Items from a dataset

[Start of section]

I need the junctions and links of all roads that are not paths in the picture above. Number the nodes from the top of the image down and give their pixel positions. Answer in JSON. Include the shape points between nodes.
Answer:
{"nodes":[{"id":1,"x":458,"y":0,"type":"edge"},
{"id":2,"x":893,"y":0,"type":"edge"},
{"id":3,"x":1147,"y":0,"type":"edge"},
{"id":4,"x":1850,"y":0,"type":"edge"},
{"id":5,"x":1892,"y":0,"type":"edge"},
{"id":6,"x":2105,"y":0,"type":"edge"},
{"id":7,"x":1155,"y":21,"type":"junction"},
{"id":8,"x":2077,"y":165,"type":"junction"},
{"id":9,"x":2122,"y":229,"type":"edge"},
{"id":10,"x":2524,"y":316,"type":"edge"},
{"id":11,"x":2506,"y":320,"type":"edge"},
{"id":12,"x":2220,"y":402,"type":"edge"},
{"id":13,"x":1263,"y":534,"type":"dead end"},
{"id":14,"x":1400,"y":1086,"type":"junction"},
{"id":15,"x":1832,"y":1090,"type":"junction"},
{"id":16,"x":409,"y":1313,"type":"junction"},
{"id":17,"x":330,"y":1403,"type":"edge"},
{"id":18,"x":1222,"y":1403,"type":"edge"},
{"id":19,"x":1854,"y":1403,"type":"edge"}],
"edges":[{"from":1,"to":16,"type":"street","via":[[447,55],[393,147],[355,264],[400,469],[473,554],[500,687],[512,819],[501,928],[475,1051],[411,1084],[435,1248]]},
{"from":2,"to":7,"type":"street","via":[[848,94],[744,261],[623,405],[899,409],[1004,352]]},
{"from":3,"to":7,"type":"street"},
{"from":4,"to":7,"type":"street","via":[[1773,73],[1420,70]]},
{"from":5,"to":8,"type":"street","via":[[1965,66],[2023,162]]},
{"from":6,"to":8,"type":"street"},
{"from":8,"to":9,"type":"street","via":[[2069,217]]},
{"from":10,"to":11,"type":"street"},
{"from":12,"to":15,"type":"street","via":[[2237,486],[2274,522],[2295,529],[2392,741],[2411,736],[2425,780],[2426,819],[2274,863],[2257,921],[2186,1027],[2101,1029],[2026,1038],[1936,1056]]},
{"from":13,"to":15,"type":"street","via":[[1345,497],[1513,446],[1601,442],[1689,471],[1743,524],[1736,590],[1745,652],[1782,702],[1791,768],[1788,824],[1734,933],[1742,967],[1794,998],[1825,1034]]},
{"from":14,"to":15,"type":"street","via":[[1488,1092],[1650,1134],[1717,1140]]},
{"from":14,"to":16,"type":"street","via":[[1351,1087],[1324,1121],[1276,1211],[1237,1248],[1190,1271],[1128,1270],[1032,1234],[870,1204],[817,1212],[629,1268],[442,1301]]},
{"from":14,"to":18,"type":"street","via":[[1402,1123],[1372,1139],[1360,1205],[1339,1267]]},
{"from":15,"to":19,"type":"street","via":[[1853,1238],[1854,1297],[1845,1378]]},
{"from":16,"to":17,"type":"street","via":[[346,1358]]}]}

[End of section]

Instructions to follow: Scan the data for the word "nodes" and copy every line where it shows up.

Expected output:
I need the junctions and links of all roads that are not paths in the picture above. Number the nodes from the top of the image down and give their pixel positions. Answer in JSON. Include the shape points between nodes.
{"nodes":[{"id":1,"x":458,"y":0,"type":"edge"},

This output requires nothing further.